El señor Juan abandonó la gran ciudad de Madrid cuando su esposa, la señora Manuela, falleció. Allá, en los Madriles, todo le recordaba a ella, que de una mala tos se fue con Dios y solo le dejó para cuidar del bueno de Juanito y de la niña los peines, como llamaba a María en los tiempos felices, por esa rara afición que tenía de pequeñita por colocarse en el moño cuantas peinetas pillaba. Poco recordaba María de su madre: su hermosa sonrisa, una voz aguda y ese aroma nocturno a jazmín de cuando la acunaba en el balcón. Era muy niña cuando la desgracia se abatió en su hogar y sin madre ni rumbo la dejó.
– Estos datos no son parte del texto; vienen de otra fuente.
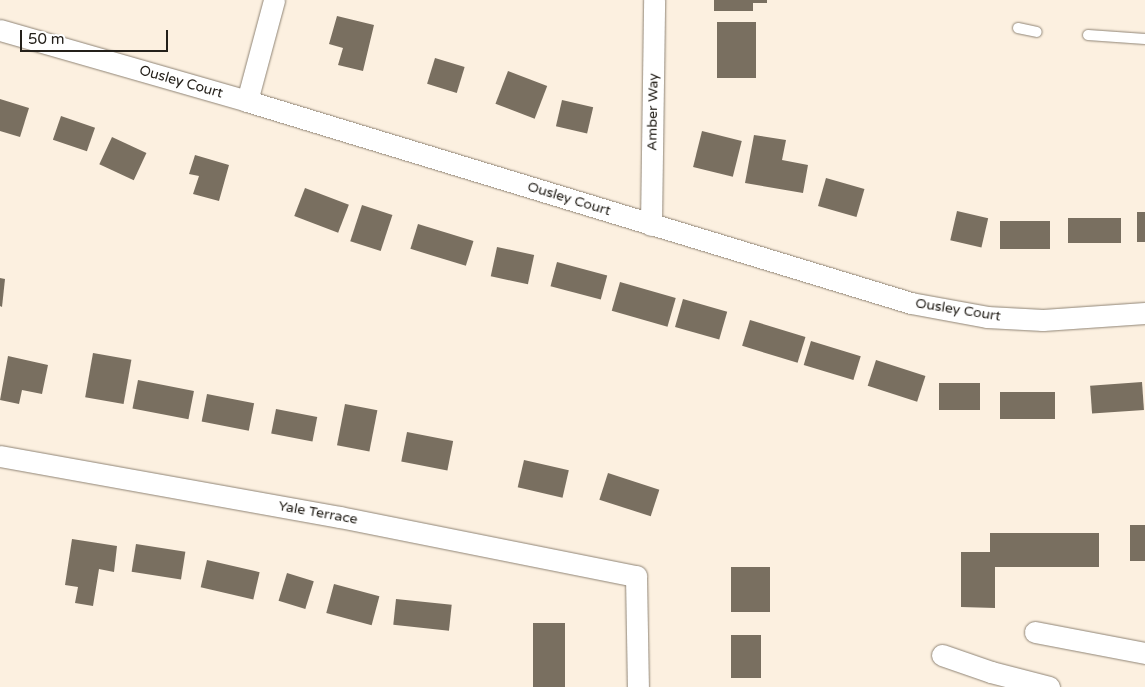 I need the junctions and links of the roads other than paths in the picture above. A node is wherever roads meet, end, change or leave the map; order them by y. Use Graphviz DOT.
graph roads {
  1 [pos="274,0"];
  2 [pos="654,0"];
  3 [pos="1018,28"];
  4 [pos="0,30"];
  5 [pos="1037,32"];
  6 [pos="1088,34"];
  7 [pos="1145,39"];
  8 [pos="248,101"];
  9 [pos="651,225"];
  10 [pos="1145,313"];
  11 [pos="0,456"];
  12 [pos="1035,632"];
  13 [pos="1145,653"];
  14 [pos="942,655"];
  15 [pos="638,687"];
  16 [pos="1049,687"];
  1 -- 8 [label="street"];
  2 -- 9 [label="street, Amber Way"];
  3 -- 5 [label="lane"];
  4 -- 8 [label="street, Ousley Court"];
  6 -- 7 [label="lane"];
  8 -- 9 [label="street, Ousley Court"];
  9 -- 10 [label="street, Ousley Court"];
  11 -- 15 [label="street, Yale Terrace"];
  12 -- 13 [label="street"];
  14 -- 16 [label="street"];
} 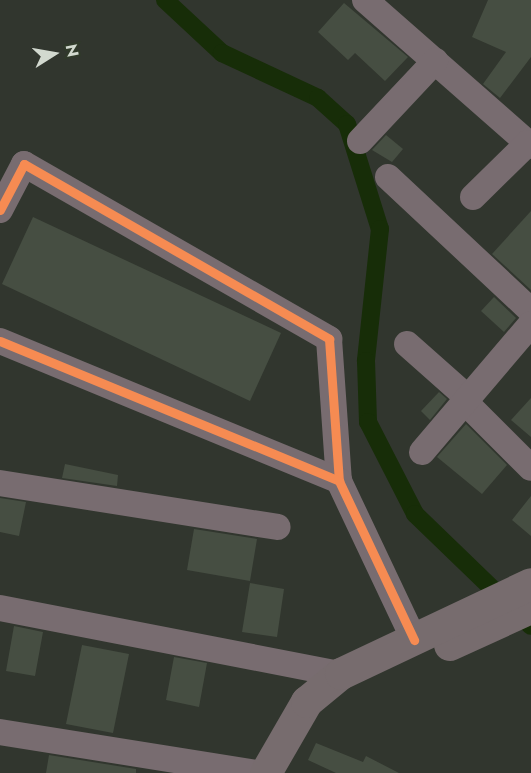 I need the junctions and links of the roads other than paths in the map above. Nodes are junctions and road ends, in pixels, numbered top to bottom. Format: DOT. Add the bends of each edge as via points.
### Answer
graph roads {
  1 [pos="365,0"];
  2 [pos="435,61"];
  3 [pos="360,141"];
  4 [pos="529,144"];
  5 [pos="388,177"];
  6 [pos="473,197"];
  7 [pos="0,210"];
  8 [pos="531,311"];
  9 [pos="531,324"];
  10 [pos="0,341"];
  11 [pos="407,344"];
  12 [pos="466,400"];
  13 [pos="422,452"];
  14 [pos="531,468"];
  15 [pos="339,481"];
  16 [pos="0,483"];
  17 [pos="278,527"];
  18 [pos="527,597"];
  19 [pos="0,608"];
  20 [pos="458,630"];
  21 [pos="414,640"];
  22 [pos="341,674"];
  23 [pos="0,732"];
  24 [pos="257,773"];
  25 [pos="266,773"];
  26 [pos="282,773"];
  1 -- 2 [label="street"];
  2 -- 3 [label="street"];
  2 -- 4 [label="street"];
  4 -- 6 [label="street"];
  5 -- 8 [label="street"];
  7 -- 15 [label="street" via="24,164 329,339"];
  9 -- 12 [label="street"];
  10 -- 15 [label="street"];
  11 -- 12 [label="street"];
  12 -- 13 [label="street"];
  12 -- 14 [label="street"];
  15 -- 21 [label="street"];
  16 -- 17 [label="street"];
  18 -- 20 [label="main road"];
  19 -- 22 [label="street"];
  20 -- 21 [label="main road"];
  20 -- 26 [label="main road" via="354,687 320,712"];
  21 -- 22 [label="main road"];
  22 -- 25 [label="main road" via="307,702"];
  23 -- 24 [label="street"];
} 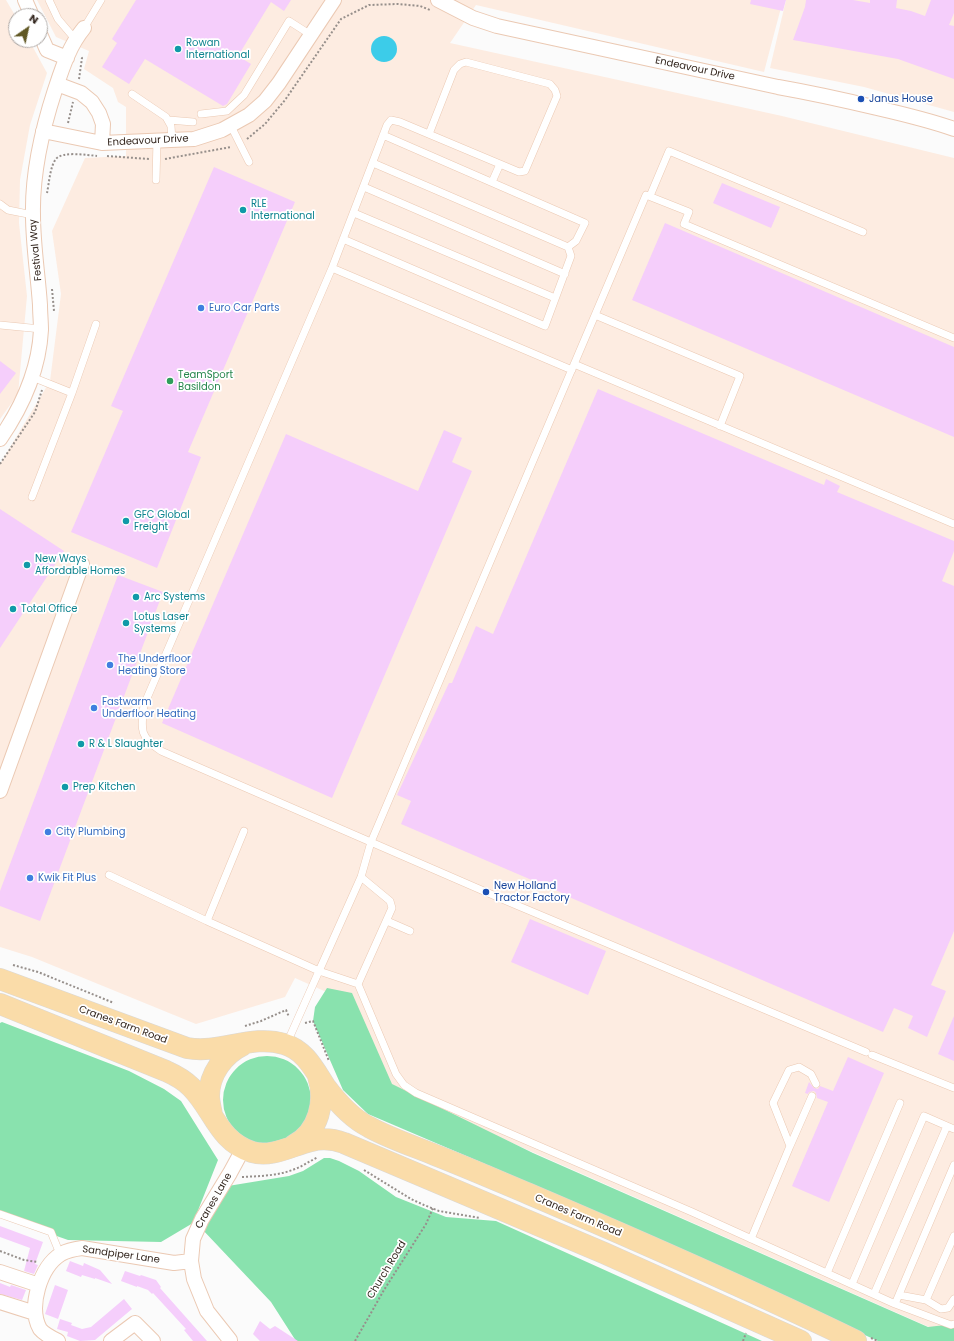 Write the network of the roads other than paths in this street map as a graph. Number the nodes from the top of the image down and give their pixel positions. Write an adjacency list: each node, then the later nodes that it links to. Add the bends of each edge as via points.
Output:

Tras las exequias, cuando el señor Juan regresó a Vila-real con su hijo y la pequeña María, le esperaban el abuelo Llorquet, convertido en un anciano gruñón, y su hermana, la tía Anna, sin más dote que su mal genio, una vieja casa a punto de caer en Onda y una pequeña huerta en un pinar olvidado al lado del convento del Carmen.
* * *
Aquella misma noche, María asomó a la cocina con una pequeña herida en la mano, se trataba de un corte de navaja hecho al afilar una estaca, esa que pretendía fijar como lanzadera de la red para cazar jilgueros. Se cruzó con Juanito, el cual salió de casa dando un fuerte portazo. El señor Juan, hombre serio de buen vestir y mejores maneras, con su estrecho bigote y monóculo, observaba consternado; anduvo rápidamente tras los pasos de su hijo y abrió la puerta haciéndose escuchar. Pero Juanito se alejó con dos mozos de apariencias altaneras calle abajo, sin hacerle caso alguno. Habían discutido de nuevo, algo que comenzaba a resultar frecuente y bastante incómodo para todos en casa; sería cosa de la edad del muchacho, que ya era todo un hombre, y en eso de descubrir mundo y buscarse un futuro que le agradara había salido a su padre.